WHAT IS NEEDED
Output each record in full, exactly as it stands.
*** Opening INPUT DATA ***
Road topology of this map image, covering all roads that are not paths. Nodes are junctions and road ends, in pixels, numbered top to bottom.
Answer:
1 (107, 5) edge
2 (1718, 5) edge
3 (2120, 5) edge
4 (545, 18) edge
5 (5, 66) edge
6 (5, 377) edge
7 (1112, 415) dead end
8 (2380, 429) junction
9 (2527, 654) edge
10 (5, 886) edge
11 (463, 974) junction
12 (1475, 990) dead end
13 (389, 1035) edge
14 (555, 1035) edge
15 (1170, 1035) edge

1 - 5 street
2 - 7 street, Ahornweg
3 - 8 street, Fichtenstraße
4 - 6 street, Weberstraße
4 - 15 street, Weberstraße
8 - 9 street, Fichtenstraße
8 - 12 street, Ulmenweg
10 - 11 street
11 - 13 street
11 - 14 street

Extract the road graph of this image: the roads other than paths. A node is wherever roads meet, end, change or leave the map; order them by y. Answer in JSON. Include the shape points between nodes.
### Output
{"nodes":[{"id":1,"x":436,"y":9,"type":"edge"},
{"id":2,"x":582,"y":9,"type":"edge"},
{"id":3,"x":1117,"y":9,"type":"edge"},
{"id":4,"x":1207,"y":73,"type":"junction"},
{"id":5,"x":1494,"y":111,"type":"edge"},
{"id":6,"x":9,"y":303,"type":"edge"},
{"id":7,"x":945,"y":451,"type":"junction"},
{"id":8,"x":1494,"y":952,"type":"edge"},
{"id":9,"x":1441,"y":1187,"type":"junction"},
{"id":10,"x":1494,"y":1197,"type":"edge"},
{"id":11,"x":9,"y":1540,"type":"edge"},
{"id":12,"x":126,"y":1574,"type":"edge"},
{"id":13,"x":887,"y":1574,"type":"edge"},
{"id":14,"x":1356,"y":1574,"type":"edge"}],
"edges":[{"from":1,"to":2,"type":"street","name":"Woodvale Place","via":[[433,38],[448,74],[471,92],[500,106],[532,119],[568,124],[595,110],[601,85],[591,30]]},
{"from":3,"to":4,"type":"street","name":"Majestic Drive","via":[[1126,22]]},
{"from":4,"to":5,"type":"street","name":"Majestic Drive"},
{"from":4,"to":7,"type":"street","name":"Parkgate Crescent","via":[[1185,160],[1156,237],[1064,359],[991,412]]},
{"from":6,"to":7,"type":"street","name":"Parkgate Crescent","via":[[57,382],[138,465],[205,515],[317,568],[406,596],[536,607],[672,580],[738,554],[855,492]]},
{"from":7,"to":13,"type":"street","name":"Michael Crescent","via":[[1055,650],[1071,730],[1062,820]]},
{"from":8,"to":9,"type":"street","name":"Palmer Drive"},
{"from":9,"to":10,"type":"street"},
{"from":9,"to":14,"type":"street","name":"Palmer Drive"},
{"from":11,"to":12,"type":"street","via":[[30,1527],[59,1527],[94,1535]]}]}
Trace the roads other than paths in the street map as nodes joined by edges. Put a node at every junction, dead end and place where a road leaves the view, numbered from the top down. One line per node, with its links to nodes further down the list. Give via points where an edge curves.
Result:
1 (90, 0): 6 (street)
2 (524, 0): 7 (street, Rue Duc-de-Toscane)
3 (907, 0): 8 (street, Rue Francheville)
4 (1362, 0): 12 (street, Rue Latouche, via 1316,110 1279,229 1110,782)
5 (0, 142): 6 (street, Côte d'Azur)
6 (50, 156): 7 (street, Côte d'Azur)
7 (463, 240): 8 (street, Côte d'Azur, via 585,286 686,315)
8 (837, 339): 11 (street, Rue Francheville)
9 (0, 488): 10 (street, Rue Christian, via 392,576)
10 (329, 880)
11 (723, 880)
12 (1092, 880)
*** Closing INPUT DATA ***
ANSWER BOX
Road topology of this map image, covering all roads that are not paths. Nodes are junctions and road ends, in pixels, numbered top to bottom.
Answer:
1 (107, 5) edge
2 (1718, 5) edge
3 (2120, 5) edge
4 (545, 18) edge
5 (5, 66) edge
6 (5, 377) edge
7 (1112, 415) dead end
8 (2380, 429) junction
9 (2527, 654) edge
10 (5, 886) edge
11 (463, 974) junction
12 (1475, 990) dead end
13 (389, 1035) edge
14 (555, 1035) edge
15 (1170, 1035) edge

1 - 5 street
2 - 7 street, Ahornweg
3 - 8 street, Fichtenstraße
4 - 6 street, Weberstraße
4 - 15 street, Weberstraße
8 - 9 street, Fichtenstraße
8 - 12 street, Ulmenweg
10 - 11 street
11 - 13 street
11 - 14 street

Extract the road graph of this image: the roads other than paths. A node is wherever roads meet, end, change or leave the map; order them by y. Answer in JSON. Include the shape points between nodes.
### Output
{"nodes":[{"id":1,"x":436,"y":9,"type":"edge"},
{"id":2,"x":582,"y":9,"type":"edge"},
{"id":3,"x":1117,"y":9,"type":"edge"},
{"id":4,"x":1207,"y":73,"type":"junction"},
{"id":5,"x":1494,"y":111,"type":"edge"},
{"id":6,"x":9,"y":303,"type":"edge"},
{"id":7,"x":945,"y":451,"type":"junction"},
{"id":8,"x":1494,"y":952,"type":"edge"},
{"id":9,"x":1441,"y":1187,"type":"junction"},
{"id":10,"x":1494,"y":1197,"type":"edge"},
{"id":11,"x":9,"y":1540,"type":"edge"},
{"id":12,"x":126,"y":1574,"type":"edge"},
{"id":13,"x":887,"y":1574,"type":"edge"},
{"id":14,"x":1356,"y":1574,"type":"edge"}],
"edges":[{"from":1,"to":2,"type":"street","name":"Woodvale Place","via":[[433,38],[448,74],[471,92],[500,106],[532,119],[568,124],[595,110],[601,85],[591,30]]},
{"from":3,"to":4,"type":"street","name":"Majestic Drive","via":[[1126,22]]},
{"from":4,"to":5,"type":"street","name":"Majestic Drive"},
{"from":4,"to":7,"type":"street","name":"Parkgate Crescent","via":[[1185,160],[1156,237],[1064,359],[991,412]]},
{"from":6,"to":7,"type":"street","name":"Parkgate Crescent","via":[[57,382],[138,465],[205,515],[317,568],[406,596],[536,607],[672,580],[738,554],[855,492]]},
{"from":7,"to":13,"type":"street","name":"Michael Crescent","via":[[1055,650],[1071,730],[1062,820]]},
{"from":8,"to":9,"type":"street","name":"Palmer Drive"},
{"from":9,"to":10,"type":"street"},
{"from":9,"to":14,"type":"street","name":"Palmer Drive"},
{"from":11,"to":12,"type":"street","via":[[30,1527],[59,1527],[94,1535]]}]}
Trace the roads other than paths in the street map as nodes joined by edges. Put a node at every junction, dead end and place where a road leaves the view, numbered from the top down. One line per node, with its links to nodes further down the list. Give via points where an edge curves.
Result:
1 (90, 0): 6 (street)
2 (524, 0): 7 (street, Rue Duc-de-Toscane)
3 (907, 0): 8 (street, Rue Francheville)
4 (1362, 0): 12 (street, Rue Latouche, via 1316,110 1279,229 1110,782)
5 (0, 142): 6 (street, Côte d'Azur)
6 (50, 156): 7 (street, Côte d'Azur)
7 (463, 240): 8 (street, Côte d'Azur, via 585,286 686,315)
8 (837, 339): 11 (street, Rue Francheville)
9 (0, 488): 10 (street, Rue Christian, via 392,576)
10 (329, 880)
11 (723, 880)
12 (1092, 880)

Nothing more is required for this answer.